Which is pretty goddamn inconsiderate if you ask me. You spend something like 30 hours travelling to this fabled city on the other side of the globe, with its high-falutin’ opera houses and what not and when you get there, it’s all you can do to dump your bags in the first grotty hostel that doesn’t look like a sociopath holds the master key. Then it’s almost too much effort just to sit down somewhere nice, sunny and replete with icons of modern architecture for a couple of beers. Which, incidentally, were tiny.
That’s pretty much day one, barring the bit where I fell asleep in the Botanic Gardens.
Woke up at about 5 am the next day, determined to get something done. We did too, we sorted out our itinerary. Won’t bore you with the exact deails, but it involves the Daintree Rainforest, the Barrier Reef, Fraser Island and the Whitsundays.
Byron is all booked up for Christmas, so it looks like a couple of bizarrely warm festive days in Brisbane for myself and Friends 1-thru-3 (who, it turns out, do have names… Stuart, Laura and Ady…)
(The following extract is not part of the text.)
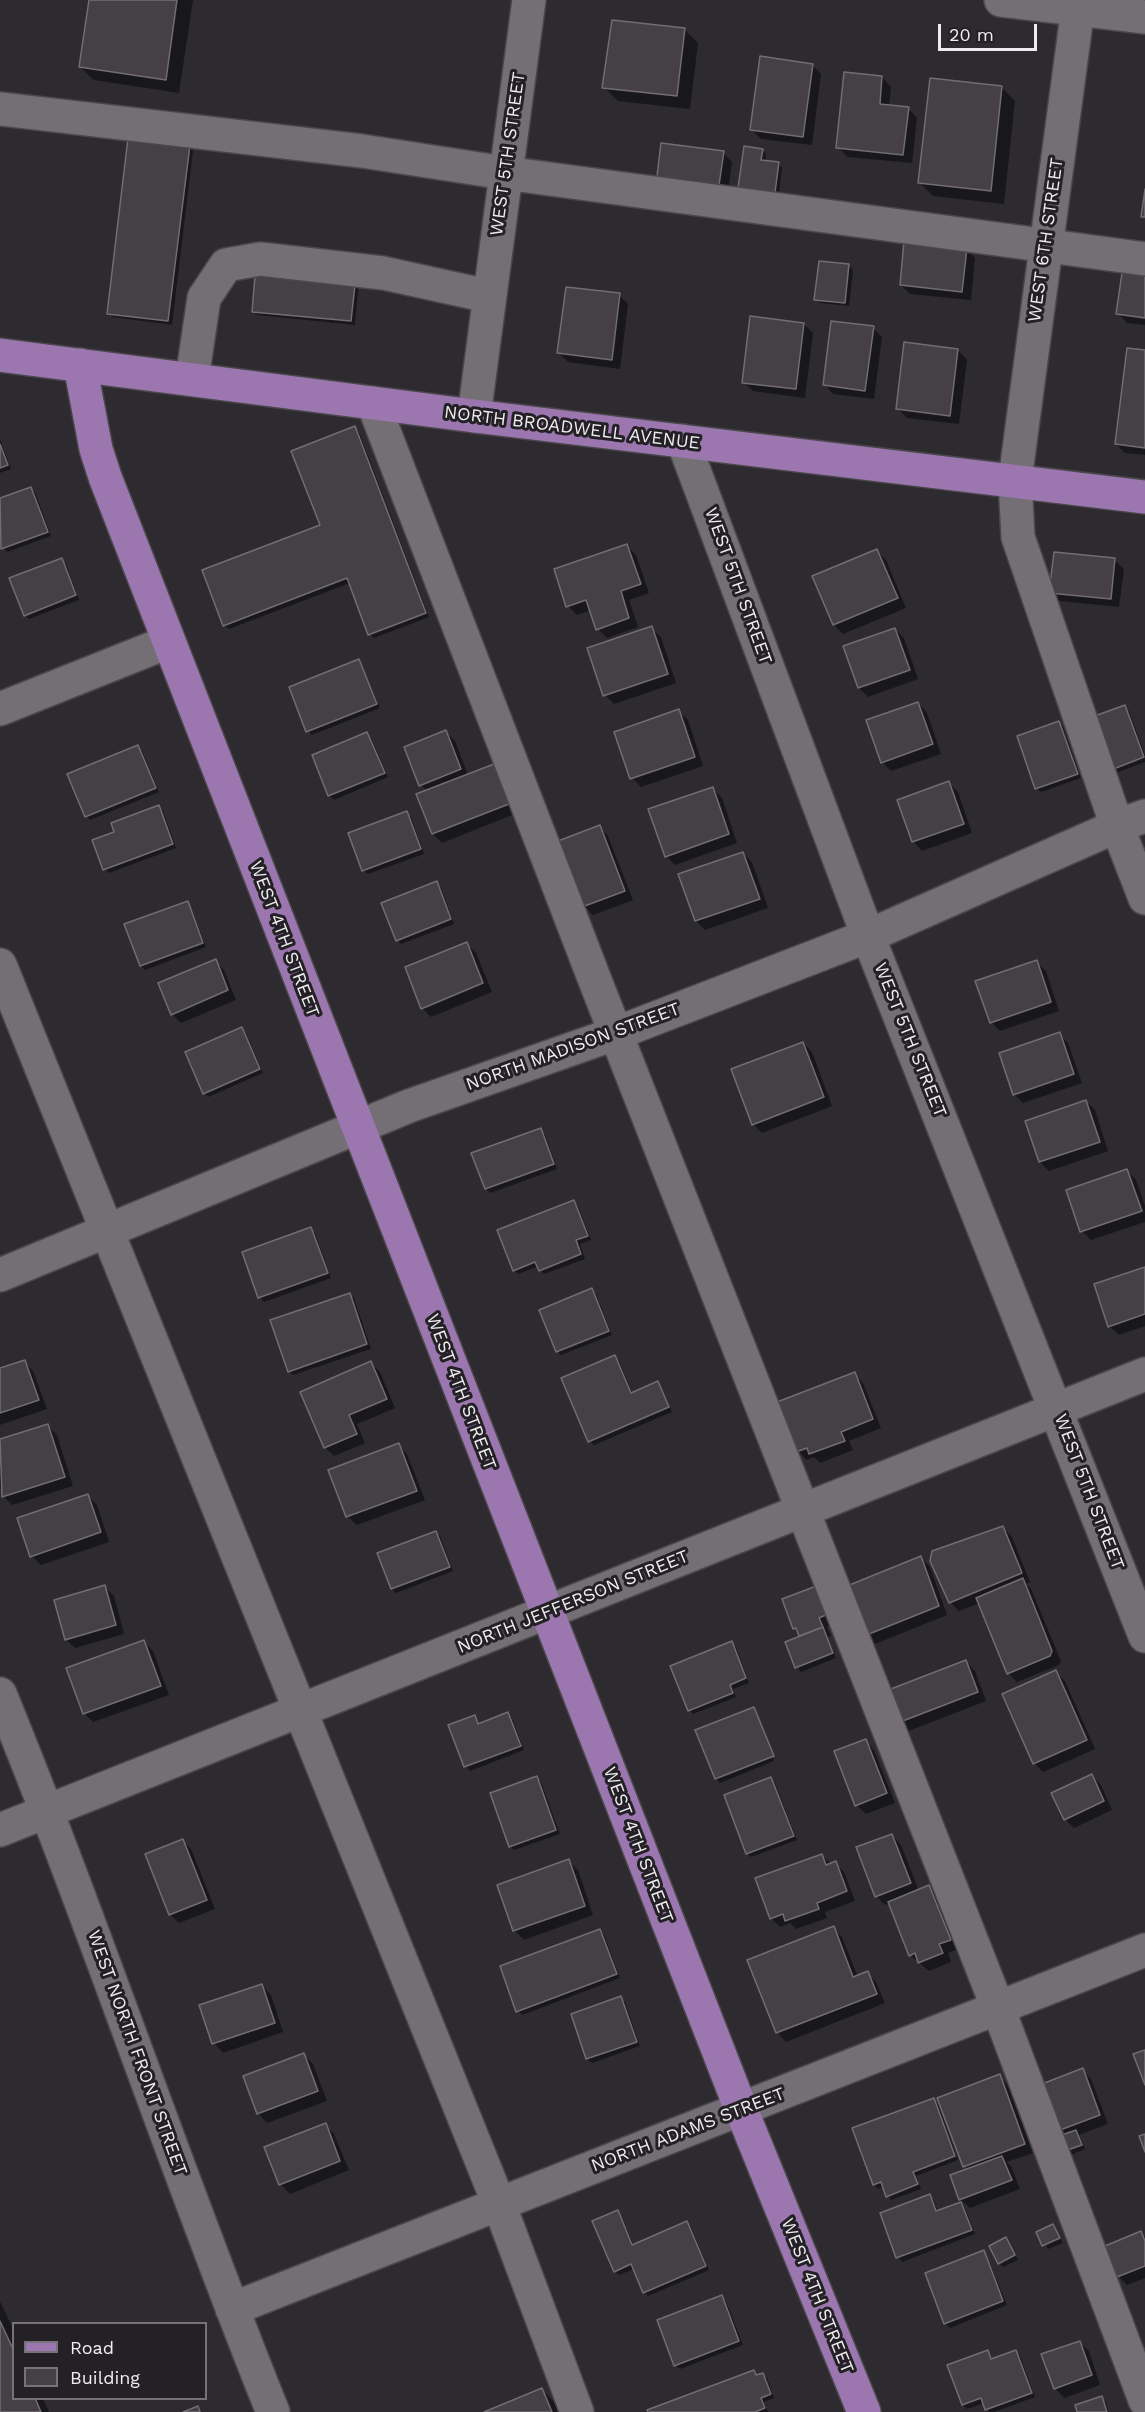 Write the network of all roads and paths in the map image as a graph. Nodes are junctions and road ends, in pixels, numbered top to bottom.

We’ve decided to take the Oz Experience bus because, although we’ve got to cover a lot of ground in not very long, I didn’t fancy coming all this way not to experience a bit of the place. The direct bus services are definitely quicker and cheaper, but if it doesn’t have a bus station, or isn’t exactly on the shortest route between A and B, then you don’t get to see it. Plus, they promised I could lassoo goats. As a species, I’ve owed the goats some revenge since I spent my Year 11 work experience shovelling their fecal matter from place to place (within the confines of a farmyard I hasten to add, not as some sort of weird, rural travelling sideshow).
They’ll pay. Oh yes, they’ll pay.
Day 3 saw us getting laughed out of every hostel in Kings Cross when we went looking for somewhere to stay on the 29th & 30th. Smug, fully-booked b*stards. I swear even the unconvincing female impersonator outside the Sports Bar was sniggering.
So, with Sydnysider scorn still ringing in our ears, we headed swiftly Cairnsward.
Make the goats pay a little bit more for the irrational fear I’ve had of them for the last 20 or so years, thanks to having my ass butted back out of then pen I was climbing into at Easton Farm Park so I could stroke them. Make them pay for having rectangular pupils too, the malevolent b*stards.